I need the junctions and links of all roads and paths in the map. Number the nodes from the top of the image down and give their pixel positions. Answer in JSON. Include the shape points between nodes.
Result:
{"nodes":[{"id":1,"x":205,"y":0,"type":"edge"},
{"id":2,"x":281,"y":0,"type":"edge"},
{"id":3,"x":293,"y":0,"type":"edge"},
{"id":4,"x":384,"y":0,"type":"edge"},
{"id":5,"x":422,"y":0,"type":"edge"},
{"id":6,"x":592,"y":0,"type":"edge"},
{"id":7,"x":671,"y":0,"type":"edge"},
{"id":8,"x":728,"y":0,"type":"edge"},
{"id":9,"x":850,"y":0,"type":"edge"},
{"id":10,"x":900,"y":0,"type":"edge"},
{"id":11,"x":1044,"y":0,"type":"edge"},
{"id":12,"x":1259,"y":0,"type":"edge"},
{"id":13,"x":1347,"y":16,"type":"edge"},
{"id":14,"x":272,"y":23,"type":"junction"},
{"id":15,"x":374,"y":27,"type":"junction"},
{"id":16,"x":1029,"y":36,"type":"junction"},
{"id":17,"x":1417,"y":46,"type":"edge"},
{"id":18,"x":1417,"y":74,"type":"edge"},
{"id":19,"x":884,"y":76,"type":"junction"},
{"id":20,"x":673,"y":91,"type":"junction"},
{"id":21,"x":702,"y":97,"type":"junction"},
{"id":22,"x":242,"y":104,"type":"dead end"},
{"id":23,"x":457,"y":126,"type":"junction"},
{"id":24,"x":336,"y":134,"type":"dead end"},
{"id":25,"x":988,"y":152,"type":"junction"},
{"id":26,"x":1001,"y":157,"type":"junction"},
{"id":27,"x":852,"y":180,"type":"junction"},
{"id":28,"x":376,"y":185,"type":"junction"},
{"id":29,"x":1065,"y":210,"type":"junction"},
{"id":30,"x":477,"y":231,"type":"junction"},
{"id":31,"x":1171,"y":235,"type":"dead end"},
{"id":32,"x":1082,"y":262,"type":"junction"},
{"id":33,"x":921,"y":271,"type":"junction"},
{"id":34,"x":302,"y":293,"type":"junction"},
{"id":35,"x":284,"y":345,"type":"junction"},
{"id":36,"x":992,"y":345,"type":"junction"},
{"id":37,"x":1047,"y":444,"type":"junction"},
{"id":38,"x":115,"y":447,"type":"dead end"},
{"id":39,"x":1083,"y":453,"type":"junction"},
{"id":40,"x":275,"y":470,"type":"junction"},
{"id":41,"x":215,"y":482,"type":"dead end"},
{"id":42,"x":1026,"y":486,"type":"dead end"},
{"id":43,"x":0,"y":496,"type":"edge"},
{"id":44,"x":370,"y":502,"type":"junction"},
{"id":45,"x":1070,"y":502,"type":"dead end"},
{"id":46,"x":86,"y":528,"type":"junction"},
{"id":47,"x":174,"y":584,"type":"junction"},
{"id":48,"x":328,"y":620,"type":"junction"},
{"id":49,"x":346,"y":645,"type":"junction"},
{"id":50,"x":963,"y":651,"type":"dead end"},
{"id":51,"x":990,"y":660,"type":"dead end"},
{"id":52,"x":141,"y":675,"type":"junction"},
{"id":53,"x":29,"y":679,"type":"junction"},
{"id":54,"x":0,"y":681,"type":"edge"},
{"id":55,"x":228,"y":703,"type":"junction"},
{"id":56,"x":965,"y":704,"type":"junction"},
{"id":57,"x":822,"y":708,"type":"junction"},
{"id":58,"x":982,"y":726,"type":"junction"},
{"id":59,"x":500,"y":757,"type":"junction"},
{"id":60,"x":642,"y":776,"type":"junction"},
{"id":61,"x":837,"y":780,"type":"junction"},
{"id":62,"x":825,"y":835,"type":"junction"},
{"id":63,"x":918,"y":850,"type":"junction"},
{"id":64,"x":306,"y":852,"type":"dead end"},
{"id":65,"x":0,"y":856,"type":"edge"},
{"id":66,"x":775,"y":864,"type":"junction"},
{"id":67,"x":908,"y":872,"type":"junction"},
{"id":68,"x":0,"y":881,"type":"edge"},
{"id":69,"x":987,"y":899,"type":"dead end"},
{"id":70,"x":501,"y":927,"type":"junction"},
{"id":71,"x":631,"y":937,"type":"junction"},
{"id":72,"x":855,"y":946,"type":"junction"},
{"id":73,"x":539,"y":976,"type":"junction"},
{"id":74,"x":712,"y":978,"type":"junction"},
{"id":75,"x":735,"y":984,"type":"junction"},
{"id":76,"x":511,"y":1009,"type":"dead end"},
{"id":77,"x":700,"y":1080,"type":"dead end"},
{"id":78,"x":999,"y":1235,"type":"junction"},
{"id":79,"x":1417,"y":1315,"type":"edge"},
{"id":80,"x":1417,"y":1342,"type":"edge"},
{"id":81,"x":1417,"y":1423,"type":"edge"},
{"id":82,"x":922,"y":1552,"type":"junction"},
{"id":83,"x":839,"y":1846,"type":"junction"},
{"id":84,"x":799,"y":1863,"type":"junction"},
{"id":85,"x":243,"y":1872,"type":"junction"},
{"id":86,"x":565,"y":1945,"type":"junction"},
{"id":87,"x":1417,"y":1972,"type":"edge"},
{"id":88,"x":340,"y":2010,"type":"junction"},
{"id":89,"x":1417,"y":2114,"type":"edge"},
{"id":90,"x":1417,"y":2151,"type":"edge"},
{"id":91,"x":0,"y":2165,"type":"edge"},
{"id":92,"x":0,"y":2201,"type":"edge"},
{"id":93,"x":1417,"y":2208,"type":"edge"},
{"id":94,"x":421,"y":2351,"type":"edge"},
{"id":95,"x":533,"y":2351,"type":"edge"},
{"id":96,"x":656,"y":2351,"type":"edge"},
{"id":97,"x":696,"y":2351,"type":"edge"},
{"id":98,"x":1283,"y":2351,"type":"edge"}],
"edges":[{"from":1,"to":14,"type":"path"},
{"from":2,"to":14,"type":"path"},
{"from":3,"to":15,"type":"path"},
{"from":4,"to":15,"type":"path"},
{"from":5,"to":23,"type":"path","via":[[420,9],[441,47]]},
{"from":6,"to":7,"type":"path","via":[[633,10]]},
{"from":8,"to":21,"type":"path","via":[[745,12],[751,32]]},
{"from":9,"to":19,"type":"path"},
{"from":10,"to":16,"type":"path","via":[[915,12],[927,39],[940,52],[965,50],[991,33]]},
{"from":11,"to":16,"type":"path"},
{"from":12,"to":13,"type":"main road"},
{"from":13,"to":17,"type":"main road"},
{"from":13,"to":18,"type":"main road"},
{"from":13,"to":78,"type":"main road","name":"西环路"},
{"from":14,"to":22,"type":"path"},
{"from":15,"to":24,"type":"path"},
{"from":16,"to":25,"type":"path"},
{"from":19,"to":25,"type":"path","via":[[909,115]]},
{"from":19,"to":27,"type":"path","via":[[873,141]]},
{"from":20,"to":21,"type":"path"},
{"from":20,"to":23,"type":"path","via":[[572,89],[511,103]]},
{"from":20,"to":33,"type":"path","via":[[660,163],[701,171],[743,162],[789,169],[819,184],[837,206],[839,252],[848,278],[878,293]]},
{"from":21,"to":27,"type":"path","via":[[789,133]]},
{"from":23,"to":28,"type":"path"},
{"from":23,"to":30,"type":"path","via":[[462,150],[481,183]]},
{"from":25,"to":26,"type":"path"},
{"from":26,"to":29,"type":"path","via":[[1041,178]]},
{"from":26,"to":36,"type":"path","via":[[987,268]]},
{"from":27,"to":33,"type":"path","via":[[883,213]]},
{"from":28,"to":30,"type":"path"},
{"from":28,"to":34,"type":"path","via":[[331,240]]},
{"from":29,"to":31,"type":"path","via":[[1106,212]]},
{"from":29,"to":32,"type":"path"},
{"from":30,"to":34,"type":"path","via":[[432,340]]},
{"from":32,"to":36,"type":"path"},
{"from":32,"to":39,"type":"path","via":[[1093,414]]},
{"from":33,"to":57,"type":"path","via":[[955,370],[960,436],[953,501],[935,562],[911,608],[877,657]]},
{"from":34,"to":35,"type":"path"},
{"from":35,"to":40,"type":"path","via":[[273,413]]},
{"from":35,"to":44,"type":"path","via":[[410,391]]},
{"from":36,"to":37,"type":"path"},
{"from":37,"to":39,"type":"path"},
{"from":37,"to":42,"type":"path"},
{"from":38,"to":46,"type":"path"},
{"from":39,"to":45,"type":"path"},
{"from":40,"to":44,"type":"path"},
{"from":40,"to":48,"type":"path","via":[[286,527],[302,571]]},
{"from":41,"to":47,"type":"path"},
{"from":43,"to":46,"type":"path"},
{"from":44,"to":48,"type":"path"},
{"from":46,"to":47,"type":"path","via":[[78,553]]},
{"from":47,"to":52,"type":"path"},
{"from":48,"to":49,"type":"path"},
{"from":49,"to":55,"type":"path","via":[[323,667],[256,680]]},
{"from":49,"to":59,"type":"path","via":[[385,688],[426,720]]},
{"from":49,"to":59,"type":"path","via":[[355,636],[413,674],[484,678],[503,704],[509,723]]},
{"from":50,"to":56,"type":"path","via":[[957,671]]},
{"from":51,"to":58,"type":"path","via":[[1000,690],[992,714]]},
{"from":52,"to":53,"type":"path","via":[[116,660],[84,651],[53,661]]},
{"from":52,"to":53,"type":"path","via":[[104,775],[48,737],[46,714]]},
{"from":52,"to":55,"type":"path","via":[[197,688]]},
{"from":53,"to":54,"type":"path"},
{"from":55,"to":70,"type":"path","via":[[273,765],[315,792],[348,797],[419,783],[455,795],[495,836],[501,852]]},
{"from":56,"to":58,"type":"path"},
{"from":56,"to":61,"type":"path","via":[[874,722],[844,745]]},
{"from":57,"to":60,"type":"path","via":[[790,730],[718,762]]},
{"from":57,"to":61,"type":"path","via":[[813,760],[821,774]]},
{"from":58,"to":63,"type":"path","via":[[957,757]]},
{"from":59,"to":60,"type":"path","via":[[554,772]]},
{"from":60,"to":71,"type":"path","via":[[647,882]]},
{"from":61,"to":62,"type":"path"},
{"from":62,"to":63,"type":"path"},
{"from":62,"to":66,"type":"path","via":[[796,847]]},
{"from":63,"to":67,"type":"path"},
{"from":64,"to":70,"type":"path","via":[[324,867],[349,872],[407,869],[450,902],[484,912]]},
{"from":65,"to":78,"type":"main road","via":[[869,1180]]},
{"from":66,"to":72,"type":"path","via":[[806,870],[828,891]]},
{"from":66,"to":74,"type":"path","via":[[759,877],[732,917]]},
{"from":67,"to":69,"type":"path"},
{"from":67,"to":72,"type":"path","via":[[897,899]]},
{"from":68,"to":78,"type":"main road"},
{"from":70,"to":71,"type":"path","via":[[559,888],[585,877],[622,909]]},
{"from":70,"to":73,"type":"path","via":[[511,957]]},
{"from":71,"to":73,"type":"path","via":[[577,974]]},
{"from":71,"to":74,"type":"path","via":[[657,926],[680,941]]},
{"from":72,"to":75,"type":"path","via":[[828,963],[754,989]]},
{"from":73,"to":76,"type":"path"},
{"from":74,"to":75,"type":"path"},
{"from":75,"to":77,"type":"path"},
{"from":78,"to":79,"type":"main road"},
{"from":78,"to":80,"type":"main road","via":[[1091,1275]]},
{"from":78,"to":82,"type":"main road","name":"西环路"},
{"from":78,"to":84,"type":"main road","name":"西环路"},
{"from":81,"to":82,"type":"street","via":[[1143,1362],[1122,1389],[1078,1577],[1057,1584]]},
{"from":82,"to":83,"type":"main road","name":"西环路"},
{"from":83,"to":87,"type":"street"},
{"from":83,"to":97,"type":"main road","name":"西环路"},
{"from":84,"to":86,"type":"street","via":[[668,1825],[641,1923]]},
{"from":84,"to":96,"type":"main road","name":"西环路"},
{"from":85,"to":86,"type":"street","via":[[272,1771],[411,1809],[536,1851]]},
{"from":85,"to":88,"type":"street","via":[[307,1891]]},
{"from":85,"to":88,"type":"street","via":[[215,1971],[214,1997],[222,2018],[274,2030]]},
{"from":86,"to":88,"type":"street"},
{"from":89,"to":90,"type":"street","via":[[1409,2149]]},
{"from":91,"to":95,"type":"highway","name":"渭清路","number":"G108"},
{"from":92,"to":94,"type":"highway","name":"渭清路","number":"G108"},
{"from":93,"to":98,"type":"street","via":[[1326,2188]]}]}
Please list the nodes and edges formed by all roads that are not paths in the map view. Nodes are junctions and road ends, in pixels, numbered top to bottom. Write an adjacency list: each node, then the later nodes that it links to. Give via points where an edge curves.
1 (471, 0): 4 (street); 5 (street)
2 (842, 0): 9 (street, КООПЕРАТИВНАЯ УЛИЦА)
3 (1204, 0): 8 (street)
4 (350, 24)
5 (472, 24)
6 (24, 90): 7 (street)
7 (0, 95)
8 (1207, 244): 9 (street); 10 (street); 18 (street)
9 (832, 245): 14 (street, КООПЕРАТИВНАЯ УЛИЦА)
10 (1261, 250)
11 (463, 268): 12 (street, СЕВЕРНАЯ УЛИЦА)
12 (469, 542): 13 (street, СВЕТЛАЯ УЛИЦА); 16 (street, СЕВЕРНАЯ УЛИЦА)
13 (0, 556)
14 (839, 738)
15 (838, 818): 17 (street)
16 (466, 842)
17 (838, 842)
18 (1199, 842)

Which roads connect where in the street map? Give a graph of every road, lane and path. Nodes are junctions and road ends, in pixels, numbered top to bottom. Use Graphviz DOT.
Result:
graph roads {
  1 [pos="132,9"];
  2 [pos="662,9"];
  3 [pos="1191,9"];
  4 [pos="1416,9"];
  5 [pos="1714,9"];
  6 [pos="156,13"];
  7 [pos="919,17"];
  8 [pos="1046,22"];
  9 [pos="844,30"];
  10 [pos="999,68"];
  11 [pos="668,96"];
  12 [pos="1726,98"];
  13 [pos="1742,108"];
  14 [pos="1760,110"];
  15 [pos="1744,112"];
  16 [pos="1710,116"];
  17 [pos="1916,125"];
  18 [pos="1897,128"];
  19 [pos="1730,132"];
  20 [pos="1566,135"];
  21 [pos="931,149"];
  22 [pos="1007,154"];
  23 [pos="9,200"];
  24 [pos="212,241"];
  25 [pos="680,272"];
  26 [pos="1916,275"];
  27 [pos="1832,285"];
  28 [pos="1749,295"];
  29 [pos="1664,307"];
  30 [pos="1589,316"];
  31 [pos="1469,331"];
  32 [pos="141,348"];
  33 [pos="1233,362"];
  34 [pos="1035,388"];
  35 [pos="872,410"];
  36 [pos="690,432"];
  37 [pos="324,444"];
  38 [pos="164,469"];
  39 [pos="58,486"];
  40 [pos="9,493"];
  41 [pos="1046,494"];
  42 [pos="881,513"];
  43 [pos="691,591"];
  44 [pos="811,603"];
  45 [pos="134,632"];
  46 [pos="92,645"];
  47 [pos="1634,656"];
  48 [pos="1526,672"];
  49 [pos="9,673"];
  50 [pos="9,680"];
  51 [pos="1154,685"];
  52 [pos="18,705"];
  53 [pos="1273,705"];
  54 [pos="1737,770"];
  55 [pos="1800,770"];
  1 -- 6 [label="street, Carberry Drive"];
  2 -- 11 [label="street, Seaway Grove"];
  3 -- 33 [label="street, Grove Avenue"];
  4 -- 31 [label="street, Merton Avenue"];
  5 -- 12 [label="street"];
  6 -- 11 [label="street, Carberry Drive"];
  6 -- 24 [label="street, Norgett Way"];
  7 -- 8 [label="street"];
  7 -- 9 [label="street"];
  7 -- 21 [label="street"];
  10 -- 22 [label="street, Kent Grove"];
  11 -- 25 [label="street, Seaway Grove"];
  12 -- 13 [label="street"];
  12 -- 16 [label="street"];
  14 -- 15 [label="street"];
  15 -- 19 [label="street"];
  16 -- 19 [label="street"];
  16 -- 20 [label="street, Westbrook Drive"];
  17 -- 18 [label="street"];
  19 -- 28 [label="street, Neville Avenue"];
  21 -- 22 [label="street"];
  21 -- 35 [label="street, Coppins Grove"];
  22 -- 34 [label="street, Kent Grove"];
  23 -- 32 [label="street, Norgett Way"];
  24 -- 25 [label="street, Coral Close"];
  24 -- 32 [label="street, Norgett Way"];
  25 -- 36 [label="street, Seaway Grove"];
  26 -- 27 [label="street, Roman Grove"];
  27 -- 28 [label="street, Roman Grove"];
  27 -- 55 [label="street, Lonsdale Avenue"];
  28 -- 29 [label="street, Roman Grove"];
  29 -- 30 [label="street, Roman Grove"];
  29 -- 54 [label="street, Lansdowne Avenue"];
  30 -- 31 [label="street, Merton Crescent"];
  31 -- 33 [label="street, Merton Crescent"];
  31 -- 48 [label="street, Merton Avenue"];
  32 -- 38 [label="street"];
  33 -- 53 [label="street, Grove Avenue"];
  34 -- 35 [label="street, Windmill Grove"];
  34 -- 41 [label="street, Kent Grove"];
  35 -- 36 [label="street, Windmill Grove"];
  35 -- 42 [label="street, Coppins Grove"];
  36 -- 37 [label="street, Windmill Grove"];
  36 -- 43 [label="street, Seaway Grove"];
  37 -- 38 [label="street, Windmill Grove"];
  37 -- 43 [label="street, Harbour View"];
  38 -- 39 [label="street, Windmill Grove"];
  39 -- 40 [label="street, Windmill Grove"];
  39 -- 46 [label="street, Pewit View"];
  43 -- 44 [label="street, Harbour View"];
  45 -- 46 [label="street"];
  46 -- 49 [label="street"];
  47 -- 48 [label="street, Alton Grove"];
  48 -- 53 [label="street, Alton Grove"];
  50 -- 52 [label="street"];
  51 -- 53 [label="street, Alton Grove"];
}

===============

* **Your task**
Among the records above, find each line containing the string "Seaway" and copy it.

* **Output for this exercise**
  2 -- 11 [label="street, Seaway Grove"];
  11 -- 25 [label="street, Seaway Grove"];
  25 -- 36 [label="street, Seaway Grove"];
  36 -- 43 [label="street, Seaway Grove"];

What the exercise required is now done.